Cerca de 24 estados e o Distrito Federal estão com taxas de ocupação dos leitos de Unidade de Terapia Intensiva (UTI) acima de 80%. Apenas dois (Rio e Roraima) ainda não passaram da marca.

“A doença subiu de forma sincronizada em todos os estados, todos os estados estão com os leitos de UTI muito alto. Se antes conseguíamos remanejar os pacientes para outros estados, agora não tem mais, não tem como mandar paciente para outro estado”, explica o epidemiologista.

Pandemia é gravíssima em São Paulo

Enquanto o governador de São Paulo resiste ao lockdown, o estado vive uma situação “bastante dramática”, reconhecido com estas palavras pelo próprio governador.

São Paulo vem batendo recordes de casos e mortes nos últimos duas e vê sua rede de saúde passar de 90% de ocupação. O estado tem ampliado as medidas de isolamento mais rígidas desde o início da crise para tentar evitar uma tragédia ainda maior, mas ainda não houve sinais de melhora.

O sistema de saúde paulista já colapsou — e a situação vai se agravar ainda mais nos próximos dias, mas o governo paulista não quer decretar o lockdown, medida defendida por vários especialistas para reduzir o contágio.

De acordo com Padilha, o Brasil deve seguir o exemplo de Araraquara, que desde o início é modelo de combate à pandemia, e que decretou o lockdown, uma medida dura. Em 15 dias após do decreto, o município teve redução de 50% de novos casos.

“Mesmo os países com sistemas públicos mais consolidados que o nosso, como o Reino Unido, entraram em risco de colapso e decretaram lockdown. Defendo que as regiões que apresentem 80% de lotação de leitos de Covid, adotem o lockdown”.

São Paulo vem batendo diariamente recordes de pessoas internadas por causa da Covid-19 desde o final de fevereiro.
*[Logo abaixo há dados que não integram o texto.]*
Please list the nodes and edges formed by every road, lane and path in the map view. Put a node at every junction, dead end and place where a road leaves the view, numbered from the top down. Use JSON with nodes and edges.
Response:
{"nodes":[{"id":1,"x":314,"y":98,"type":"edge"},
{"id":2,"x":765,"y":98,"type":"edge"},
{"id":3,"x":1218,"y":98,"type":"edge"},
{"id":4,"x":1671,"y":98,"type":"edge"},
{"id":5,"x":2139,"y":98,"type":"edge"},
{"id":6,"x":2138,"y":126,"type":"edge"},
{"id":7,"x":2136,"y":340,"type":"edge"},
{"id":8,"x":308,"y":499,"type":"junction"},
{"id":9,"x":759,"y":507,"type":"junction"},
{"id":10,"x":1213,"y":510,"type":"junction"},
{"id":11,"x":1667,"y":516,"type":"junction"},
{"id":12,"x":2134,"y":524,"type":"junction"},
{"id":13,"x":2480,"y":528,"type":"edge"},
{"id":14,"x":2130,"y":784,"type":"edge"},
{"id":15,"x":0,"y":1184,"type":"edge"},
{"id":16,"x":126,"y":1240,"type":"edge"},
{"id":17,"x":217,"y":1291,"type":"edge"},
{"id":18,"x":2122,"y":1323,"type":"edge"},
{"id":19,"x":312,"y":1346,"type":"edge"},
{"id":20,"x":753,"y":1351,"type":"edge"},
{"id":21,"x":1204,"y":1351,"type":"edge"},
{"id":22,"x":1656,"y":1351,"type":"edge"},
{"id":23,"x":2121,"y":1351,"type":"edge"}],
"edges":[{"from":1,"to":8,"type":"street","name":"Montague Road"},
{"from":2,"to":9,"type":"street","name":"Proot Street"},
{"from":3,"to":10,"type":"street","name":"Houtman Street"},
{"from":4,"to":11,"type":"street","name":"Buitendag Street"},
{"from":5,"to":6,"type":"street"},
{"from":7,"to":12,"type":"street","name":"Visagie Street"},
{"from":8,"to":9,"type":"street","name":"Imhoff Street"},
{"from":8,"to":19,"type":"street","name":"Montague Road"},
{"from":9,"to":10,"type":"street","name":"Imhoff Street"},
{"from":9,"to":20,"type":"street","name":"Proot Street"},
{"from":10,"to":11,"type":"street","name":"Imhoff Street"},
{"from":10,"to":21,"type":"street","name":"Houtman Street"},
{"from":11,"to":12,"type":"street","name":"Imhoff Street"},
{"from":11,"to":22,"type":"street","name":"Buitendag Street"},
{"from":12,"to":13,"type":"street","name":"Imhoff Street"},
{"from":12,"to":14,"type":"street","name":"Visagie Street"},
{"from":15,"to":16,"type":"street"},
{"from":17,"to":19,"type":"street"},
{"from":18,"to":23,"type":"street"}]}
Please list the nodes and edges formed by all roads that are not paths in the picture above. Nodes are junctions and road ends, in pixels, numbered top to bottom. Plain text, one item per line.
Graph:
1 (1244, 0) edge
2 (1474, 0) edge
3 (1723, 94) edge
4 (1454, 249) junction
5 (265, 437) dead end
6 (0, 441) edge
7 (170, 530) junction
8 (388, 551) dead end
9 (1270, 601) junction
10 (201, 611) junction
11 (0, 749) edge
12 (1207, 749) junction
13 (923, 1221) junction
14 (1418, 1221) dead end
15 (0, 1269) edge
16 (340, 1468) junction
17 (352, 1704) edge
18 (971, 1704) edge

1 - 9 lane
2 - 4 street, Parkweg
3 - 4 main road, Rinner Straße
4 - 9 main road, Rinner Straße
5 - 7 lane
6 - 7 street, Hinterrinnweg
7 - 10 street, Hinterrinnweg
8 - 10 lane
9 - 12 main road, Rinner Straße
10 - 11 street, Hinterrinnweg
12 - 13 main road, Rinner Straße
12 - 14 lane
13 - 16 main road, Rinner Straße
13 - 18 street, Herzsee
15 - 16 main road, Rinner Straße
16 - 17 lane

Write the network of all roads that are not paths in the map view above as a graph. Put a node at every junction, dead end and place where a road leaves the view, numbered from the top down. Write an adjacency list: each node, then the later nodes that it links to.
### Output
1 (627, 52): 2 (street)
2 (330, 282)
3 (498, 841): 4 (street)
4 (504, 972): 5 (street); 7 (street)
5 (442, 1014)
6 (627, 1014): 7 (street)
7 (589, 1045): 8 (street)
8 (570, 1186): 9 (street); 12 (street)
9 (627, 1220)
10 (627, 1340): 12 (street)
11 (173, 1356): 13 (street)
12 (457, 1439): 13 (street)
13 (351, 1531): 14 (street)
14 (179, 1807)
Na terça-feira (16), 24.992 pacientes hospitalizados, dos quais 10.756 em UTIs e o restante em enfermarias, segundo os dados mais recentes.

É bem mais do que as 6.250 pessoas que estavam internadas em uma UTI no pior momento da primeira onda da pandemia no estado, em julho do ano passado.

São Paulo também bateu na terça-feira o recorde de óbitos. Foram 679 em 24 horas, o maior índice já registrado. Até então, o recorde era o de sexta-feira (12), com 521 mortes.

O Estado também teve sua maior média móvel de óbitos na quarta-feira, com 421 mortes diárias. Isso elevou o total para 65.519 vítimas fatais desde o início da pandemia.